Coming Apart at Home, 1968
Few years in U.S. history were as troubled or violent as 1968. The Tet offensive and the withdrawal of Johnson from the presidential race were fol- lowed by the senseless murder of Martin Luther King, Jr., and destructive riots in cities across the country. As the year unfolded, Americans wondered if their nation was coming apart from internal conflicts over the war issue, the race issue, and the generation gap between the baby boomers and their parents.
Second Kennedy Assassination
In 1964 Kennedy’s younger brother, Robert Kennedy, had become a senator from New York. Four years later, he decided to enter the presidential race after McCarthy’s strong showing in New Hampshire. Bobby Kennedy was more effective than McCarthy in mobilizing the traditional Democratic blue-collar and minority vote. On June 5, 1968, he won a major victory in California’s primary, but immediately after his victory speech, he was shot and killed by a young Arab nationalist who opposed Kennedy’s support for Israel.
The Election of 1968
After Robert Kennedy’s death, the election of 1968 turned into a three- way race between two conservatives—George Wallace and Richard Nixon— and one liberal, Vice President Hubert Humphrey.
Democratic convention at Chicago. When the Democrats met in Chicago for their party convention, it was clear that Hubert Humphrey had enough delegates to win the nomination. As vice president, he had loyally supported Johnson’s domestic and foreign policies. He controlled the convention, but the antiwar demonstrators were determined to control the streets. Chicago’s mayor Richard Daley had the police out in mass, and the resulting violence went out on television across the country as a “police riot.” Humphrey left the convention as the nominee of a badly divided Democratic party, and early opinion polls showed he was a clear underdog in a nation sick of disorder and protest.
White backlash and George Wallace. The growing hostility of many whites to federal desegregation, antiwar protests, and race riots was tapped by Governor George Wallace of Alabama. He was the first politician of contempo- rary, late-20th-century America to marshal the general resentment against the Washington establishment (“pointy-head liberals,” as he called them) and the two-party system. He ran for president as the self-nominated candidate of the American Independent party, hoping to win enough electoral votes to throw the election into the House of Representatives.
Return of Richard Nixon. Many observers thought Richard Nixon’s political career had ended in 1962 after his unsuccessful run for governor of California. In 1968, however, a new, more confident, and less negative Nixon announced his candidacy and soon became the front-runner in the Republican primaries. He was also the favorite of the party regulars and had little trouble securing his nomination at the Republican convention. For his running mate, he selected Governor Spiro Agnew of Maryland, whose rhetoric was similar to that of George Wallace. Nixon was a “hawk” on the Vietnam War and ran on the slogans of “peace with honor” and “law and order.”

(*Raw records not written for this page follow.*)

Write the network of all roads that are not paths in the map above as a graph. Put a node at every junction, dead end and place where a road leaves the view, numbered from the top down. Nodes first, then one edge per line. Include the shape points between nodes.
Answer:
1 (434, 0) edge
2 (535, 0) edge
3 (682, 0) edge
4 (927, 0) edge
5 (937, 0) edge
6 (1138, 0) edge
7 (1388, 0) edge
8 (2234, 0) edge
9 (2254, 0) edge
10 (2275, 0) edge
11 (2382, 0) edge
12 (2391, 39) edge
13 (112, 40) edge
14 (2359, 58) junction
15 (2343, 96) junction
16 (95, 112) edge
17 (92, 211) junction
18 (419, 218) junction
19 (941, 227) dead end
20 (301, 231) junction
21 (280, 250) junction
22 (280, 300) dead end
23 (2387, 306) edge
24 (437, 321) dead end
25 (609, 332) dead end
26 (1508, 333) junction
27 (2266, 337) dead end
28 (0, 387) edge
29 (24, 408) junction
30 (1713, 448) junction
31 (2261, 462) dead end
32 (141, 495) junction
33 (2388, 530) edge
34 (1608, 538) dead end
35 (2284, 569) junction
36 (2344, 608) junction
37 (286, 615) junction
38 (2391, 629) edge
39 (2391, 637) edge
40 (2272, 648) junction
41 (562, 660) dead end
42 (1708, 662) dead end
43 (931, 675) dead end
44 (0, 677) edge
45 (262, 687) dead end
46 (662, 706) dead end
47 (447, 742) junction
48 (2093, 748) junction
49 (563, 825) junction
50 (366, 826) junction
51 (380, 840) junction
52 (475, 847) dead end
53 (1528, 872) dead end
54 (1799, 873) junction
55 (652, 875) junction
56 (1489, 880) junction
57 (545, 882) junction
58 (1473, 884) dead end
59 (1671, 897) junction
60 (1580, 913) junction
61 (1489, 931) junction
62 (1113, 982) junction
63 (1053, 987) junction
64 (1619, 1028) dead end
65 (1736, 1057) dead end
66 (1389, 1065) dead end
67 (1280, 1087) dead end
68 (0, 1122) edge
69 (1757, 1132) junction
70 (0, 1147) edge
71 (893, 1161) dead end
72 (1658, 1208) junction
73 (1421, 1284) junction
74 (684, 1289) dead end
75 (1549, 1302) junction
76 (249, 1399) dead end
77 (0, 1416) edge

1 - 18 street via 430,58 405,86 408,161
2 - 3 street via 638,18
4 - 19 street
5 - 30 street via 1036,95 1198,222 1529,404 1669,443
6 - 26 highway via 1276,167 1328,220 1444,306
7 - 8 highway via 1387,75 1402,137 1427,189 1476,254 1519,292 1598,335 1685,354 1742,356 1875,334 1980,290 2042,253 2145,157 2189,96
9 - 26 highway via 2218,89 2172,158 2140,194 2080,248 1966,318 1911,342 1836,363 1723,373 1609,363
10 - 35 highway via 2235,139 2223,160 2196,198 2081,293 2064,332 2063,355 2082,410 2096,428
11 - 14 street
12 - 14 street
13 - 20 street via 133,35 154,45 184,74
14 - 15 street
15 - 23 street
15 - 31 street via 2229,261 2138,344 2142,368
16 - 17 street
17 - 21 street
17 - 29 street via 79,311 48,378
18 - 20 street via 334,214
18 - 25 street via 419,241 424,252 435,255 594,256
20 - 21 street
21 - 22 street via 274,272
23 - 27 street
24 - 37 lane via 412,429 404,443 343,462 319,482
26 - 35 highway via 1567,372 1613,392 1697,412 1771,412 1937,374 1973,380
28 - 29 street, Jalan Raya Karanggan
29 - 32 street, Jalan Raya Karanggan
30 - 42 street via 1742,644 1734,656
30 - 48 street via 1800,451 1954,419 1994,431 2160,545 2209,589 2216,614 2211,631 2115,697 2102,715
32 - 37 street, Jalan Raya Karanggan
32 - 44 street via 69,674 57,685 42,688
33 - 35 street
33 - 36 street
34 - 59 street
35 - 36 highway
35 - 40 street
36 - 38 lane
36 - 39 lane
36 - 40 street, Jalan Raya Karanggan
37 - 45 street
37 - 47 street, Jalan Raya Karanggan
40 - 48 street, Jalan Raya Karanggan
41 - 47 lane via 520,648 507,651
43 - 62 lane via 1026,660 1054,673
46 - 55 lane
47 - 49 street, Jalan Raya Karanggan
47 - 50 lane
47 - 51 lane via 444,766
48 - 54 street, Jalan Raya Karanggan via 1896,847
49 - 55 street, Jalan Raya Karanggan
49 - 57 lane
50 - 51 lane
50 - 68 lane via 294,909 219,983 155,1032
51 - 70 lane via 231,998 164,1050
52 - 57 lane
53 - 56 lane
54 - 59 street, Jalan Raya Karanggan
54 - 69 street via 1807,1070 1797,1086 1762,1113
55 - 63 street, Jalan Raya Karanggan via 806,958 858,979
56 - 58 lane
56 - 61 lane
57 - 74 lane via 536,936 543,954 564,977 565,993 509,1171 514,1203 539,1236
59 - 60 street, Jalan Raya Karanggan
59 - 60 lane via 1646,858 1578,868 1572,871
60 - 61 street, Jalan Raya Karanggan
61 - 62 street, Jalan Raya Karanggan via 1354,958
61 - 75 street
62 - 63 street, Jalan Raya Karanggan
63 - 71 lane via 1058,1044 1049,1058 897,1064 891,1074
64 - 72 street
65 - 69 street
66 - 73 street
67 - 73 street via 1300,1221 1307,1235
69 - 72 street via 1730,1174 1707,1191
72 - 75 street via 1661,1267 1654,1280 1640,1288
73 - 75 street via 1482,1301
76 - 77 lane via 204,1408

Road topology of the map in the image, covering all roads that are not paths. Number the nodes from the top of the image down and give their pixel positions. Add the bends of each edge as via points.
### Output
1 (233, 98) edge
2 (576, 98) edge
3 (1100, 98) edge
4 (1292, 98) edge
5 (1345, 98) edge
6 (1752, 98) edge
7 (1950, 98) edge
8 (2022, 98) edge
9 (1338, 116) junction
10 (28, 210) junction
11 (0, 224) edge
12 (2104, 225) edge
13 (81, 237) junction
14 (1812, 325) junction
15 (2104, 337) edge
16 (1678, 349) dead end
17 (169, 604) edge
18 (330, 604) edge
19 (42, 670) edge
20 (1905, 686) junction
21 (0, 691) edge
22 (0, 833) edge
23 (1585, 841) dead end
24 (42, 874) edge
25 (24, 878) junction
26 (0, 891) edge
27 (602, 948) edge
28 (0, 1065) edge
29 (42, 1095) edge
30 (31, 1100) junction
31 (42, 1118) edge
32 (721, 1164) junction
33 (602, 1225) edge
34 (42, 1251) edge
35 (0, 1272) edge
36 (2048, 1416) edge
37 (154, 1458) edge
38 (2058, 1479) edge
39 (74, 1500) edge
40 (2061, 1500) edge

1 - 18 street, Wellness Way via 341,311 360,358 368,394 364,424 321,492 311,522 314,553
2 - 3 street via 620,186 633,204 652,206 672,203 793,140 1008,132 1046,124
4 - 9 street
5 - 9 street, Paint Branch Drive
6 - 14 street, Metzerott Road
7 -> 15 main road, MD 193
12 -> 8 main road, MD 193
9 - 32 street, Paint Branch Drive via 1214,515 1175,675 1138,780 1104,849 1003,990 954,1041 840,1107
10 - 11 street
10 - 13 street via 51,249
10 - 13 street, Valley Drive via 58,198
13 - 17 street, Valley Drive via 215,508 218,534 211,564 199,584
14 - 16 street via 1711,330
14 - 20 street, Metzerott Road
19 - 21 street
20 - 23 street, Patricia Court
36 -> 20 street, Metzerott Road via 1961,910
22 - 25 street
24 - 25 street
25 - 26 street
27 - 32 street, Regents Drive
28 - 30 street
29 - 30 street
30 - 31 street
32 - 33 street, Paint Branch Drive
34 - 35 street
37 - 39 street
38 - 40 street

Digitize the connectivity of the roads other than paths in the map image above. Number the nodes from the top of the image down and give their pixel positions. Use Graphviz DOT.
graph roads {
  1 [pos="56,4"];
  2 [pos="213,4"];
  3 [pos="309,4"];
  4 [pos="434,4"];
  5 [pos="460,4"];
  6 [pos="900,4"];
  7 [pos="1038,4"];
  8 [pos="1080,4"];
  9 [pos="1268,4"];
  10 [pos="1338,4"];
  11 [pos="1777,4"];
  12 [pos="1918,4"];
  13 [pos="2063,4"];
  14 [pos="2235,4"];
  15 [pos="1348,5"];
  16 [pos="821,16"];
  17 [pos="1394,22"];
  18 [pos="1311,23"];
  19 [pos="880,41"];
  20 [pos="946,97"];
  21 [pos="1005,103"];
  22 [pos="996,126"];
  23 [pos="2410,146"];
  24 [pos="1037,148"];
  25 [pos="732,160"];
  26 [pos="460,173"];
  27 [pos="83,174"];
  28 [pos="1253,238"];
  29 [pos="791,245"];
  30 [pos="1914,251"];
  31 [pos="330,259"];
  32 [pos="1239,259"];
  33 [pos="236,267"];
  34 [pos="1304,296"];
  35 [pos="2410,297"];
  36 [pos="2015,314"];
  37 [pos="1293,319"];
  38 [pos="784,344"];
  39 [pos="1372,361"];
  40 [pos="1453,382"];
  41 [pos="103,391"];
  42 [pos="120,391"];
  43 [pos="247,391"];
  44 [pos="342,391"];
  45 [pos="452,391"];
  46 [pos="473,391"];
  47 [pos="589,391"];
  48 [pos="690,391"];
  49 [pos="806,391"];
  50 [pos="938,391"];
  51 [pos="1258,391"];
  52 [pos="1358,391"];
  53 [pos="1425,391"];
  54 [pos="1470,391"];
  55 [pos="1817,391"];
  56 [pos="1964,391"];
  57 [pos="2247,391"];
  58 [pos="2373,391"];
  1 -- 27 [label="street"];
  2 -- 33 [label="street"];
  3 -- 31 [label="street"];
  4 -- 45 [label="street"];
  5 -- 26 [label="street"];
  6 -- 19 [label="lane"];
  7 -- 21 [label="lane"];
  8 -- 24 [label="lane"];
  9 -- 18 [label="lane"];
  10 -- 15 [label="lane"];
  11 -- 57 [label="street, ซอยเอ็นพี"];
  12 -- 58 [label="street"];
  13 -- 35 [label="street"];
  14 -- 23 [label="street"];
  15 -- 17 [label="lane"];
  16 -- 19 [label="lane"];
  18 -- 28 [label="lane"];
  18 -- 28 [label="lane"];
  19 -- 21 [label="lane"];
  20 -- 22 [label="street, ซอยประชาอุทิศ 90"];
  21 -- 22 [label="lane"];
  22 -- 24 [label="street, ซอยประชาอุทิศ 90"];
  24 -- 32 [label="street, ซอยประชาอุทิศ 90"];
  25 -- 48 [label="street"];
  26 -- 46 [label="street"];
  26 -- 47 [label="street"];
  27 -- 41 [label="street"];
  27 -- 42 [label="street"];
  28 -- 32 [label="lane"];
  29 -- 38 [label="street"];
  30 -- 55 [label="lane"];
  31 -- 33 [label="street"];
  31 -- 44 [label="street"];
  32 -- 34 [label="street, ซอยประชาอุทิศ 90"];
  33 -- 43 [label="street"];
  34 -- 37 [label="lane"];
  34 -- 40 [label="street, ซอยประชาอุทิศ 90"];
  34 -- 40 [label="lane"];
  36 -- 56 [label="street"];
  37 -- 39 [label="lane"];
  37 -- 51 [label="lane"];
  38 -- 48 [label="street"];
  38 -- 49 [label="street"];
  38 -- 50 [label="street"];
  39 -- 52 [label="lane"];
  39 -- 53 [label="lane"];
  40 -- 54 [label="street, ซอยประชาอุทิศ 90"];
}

Results. Wallace and Nixon started strong, but the Democrats began to catch up, especially in northern urban centers, as Humphrey preached to the faithful of the old New Deal coalition. On election night, Nixon defeated Humphrey by a very close popular vote but took a substantial majority of the electoral vote (301 to 191), ending any threat that the three-candidate election would end up in the House of Representatives.
The significance of the 1968 election is clear in the combined total of Nixon’s and Wallace’s popular vote of almost 57 percent. Apparently, most Americans wanted time out to heal the wounds inflicted on the national psyche by the upheavals of the sixties. Supporters of Nixon and Wallace had had enough of protest, violence, permissiveness, the counterculture, drugs, and federal intervention in social institutions. Elections in the 1970s and 1980s would confirm that the tide was running against New Deal liberalism in favor of the conservatives.